BRIEF ::
Where a picture occurs in the data, omit it, and copy all remaining data exactly.

################

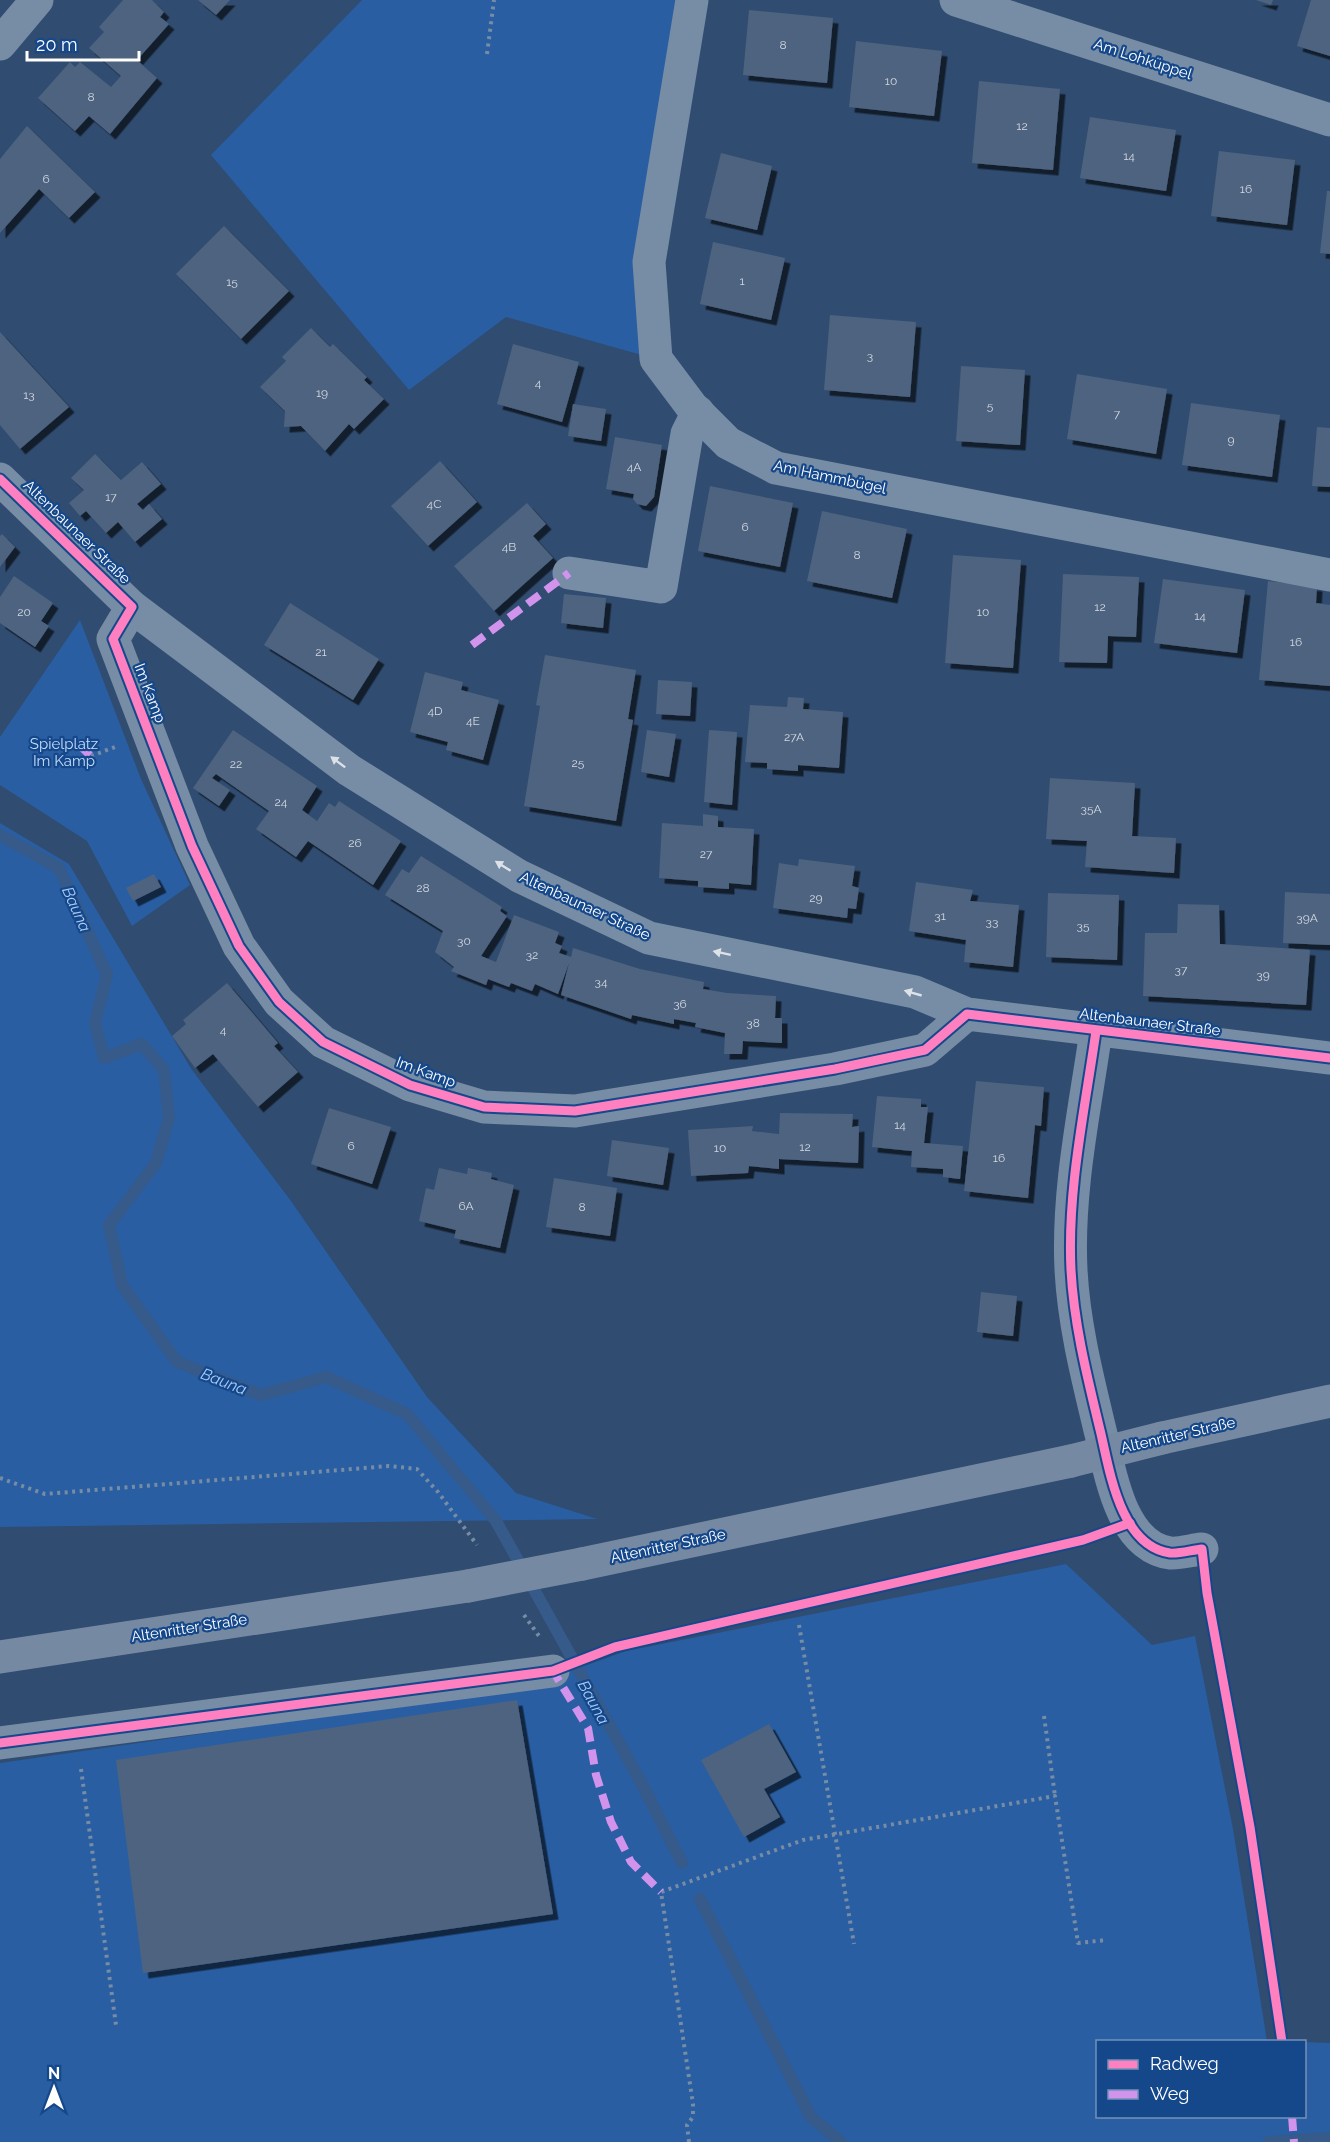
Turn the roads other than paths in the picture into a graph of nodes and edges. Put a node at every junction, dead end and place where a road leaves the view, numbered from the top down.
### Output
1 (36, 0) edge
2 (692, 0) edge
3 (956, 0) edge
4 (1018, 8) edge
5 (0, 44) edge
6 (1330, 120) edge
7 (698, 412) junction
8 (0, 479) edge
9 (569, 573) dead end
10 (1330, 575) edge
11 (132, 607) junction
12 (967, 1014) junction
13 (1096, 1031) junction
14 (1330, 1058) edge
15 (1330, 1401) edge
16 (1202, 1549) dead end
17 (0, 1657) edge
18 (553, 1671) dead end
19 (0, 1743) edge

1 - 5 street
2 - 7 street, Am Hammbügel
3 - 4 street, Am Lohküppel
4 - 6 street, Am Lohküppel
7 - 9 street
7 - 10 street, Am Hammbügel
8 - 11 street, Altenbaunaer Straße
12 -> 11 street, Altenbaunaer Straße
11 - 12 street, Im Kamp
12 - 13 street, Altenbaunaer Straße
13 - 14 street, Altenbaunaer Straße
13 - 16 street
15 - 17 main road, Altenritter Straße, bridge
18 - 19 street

################

REPLY ::
Turn the roads other than paths in the picture into a graph of nodes and edges. Put a node at every junction, dead end and place where a road leaves the view, numbered from the top down.
### Output
1 (36, 0) edge
2 (692, 0) edge
3 (956, 0) edge
4 (1018, 8) edge
5 (0, 44) edge
6 (1330, 120) edge
7 (698, 412) junction
8 (0, 479) edge
9 (569, 573) dead end
10 (1330, 575) edge
11 (132, 607) junction
12 (967, 1014) junction
13 (1096, 1031) junction
14 (1330, 1058) edge
15 (1330, 1401) edge
16 (1202, 1549) dead end
17 (0, 1657) edge
18 (553, 1671) dead end
19 (0, 1743) edge

1 - 5 street
2 - 7 street, Am Hammbügel
3 - 4 street, Am Lohküppel
4 - 6 street, Am Lohküppel
7 - 9 street
7 - 10 street, Am Hammbügel
8 - 11 street, Altenbaunaer Straße
12 -> 11 street, Altenbaunaer Straße
11 - 12 street, Im Kamp
12 - 13 street, Altenbaunaer Straße
13 - 14 street, Altenbaunaer Straße
13 - 16 street
15 - 17 main road, Altenritter Straße, bridge
18 - 19 street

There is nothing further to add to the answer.